═══ Source information ═══

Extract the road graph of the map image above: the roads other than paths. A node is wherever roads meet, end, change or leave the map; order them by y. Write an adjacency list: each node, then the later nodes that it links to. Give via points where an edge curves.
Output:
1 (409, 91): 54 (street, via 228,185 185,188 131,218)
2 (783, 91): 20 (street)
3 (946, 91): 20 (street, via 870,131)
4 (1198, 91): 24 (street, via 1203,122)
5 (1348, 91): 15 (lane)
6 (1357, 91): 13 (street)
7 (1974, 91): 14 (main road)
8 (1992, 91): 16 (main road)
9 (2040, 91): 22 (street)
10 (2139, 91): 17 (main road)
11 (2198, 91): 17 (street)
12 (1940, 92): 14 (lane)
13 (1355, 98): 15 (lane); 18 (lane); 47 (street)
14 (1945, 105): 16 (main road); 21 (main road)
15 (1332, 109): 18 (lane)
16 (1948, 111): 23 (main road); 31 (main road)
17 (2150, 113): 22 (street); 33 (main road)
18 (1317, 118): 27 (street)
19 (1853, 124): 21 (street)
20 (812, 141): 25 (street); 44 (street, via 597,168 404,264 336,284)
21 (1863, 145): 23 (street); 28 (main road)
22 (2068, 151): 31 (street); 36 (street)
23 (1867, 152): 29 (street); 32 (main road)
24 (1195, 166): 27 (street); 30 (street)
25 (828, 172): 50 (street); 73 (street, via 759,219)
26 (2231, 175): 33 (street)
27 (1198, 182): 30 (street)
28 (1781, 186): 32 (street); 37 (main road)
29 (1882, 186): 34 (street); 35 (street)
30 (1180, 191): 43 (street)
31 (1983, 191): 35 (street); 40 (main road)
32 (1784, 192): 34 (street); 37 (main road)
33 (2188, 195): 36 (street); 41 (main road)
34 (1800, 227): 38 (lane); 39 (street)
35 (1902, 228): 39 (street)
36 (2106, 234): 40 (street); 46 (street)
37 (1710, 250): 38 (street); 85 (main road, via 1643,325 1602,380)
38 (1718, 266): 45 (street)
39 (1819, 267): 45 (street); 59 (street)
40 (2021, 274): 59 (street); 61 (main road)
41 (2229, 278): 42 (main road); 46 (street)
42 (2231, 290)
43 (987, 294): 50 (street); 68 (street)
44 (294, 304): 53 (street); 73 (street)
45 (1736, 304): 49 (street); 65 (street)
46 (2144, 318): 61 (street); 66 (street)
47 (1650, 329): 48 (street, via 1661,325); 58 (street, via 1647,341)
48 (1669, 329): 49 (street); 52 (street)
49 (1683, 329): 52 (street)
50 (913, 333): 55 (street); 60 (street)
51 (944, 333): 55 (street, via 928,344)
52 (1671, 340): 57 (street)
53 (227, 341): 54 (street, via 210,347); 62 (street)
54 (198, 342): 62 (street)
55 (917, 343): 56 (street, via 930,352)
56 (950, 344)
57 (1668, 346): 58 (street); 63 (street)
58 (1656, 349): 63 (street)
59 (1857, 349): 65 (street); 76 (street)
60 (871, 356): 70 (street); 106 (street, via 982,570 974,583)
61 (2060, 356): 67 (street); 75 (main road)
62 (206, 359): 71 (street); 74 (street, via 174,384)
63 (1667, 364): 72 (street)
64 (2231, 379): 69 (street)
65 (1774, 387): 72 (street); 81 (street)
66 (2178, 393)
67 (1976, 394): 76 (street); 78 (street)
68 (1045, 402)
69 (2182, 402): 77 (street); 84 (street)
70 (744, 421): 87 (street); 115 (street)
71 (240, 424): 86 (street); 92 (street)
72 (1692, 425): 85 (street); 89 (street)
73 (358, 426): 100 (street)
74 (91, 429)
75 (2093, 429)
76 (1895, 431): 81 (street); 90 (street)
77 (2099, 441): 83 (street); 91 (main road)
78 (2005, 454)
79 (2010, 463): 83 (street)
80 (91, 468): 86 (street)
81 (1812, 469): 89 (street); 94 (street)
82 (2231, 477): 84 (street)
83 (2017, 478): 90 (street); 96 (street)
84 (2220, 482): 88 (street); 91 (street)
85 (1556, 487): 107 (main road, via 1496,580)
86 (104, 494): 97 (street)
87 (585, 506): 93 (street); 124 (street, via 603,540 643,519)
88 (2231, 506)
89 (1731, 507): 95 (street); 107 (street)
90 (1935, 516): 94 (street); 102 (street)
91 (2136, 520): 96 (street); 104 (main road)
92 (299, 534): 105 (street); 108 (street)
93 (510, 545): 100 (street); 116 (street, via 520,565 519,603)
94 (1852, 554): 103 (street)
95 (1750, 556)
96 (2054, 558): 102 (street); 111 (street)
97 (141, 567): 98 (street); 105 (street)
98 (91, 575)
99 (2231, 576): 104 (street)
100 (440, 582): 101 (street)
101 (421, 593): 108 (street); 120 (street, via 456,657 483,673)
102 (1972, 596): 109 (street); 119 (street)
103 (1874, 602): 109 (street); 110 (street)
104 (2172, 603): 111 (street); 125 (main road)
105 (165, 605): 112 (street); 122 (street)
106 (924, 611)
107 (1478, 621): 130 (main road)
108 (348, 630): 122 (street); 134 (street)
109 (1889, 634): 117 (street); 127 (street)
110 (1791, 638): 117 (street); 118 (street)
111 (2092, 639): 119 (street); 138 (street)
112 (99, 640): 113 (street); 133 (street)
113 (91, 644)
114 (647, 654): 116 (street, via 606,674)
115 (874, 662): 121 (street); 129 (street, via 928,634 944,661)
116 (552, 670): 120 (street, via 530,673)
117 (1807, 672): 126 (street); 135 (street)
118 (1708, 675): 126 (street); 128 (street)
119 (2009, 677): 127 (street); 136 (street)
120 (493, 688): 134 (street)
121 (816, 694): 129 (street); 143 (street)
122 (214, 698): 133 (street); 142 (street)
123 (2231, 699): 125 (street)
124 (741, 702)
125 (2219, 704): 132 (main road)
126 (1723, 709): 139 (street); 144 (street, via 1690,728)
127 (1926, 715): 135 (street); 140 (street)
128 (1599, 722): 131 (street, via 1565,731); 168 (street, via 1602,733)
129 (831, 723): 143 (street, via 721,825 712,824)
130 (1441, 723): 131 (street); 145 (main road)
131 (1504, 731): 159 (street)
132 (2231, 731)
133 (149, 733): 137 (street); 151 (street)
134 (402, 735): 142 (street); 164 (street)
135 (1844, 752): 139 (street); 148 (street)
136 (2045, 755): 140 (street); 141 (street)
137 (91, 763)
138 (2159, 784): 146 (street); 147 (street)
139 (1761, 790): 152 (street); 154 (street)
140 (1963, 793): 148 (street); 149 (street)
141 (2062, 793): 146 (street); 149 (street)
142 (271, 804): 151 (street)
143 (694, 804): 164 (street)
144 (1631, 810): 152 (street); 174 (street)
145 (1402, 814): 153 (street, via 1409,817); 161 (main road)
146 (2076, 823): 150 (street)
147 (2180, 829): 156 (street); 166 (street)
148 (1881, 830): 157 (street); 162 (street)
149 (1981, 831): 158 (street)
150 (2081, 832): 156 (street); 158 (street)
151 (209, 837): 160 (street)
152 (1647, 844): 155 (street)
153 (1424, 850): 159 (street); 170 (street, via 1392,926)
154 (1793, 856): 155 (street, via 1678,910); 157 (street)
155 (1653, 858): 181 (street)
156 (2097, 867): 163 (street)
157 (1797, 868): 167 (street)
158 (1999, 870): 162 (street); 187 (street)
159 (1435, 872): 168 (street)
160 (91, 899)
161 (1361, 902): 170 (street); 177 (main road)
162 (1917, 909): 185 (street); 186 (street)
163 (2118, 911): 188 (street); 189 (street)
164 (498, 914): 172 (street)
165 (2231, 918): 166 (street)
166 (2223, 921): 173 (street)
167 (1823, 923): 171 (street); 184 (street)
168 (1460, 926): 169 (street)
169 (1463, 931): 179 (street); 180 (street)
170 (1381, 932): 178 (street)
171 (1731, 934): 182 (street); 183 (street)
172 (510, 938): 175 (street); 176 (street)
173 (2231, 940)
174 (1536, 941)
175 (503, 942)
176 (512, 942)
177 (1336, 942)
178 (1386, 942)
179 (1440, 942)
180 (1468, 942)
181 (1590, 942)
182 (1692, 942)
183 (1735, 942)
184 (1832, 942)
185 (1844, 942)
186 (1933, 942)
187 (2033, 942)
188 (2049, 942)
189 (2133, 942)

═══

- **What is needed**: The answer should be a single number: how many lines in the records contain "lane".

- **Output of the exercise**: 5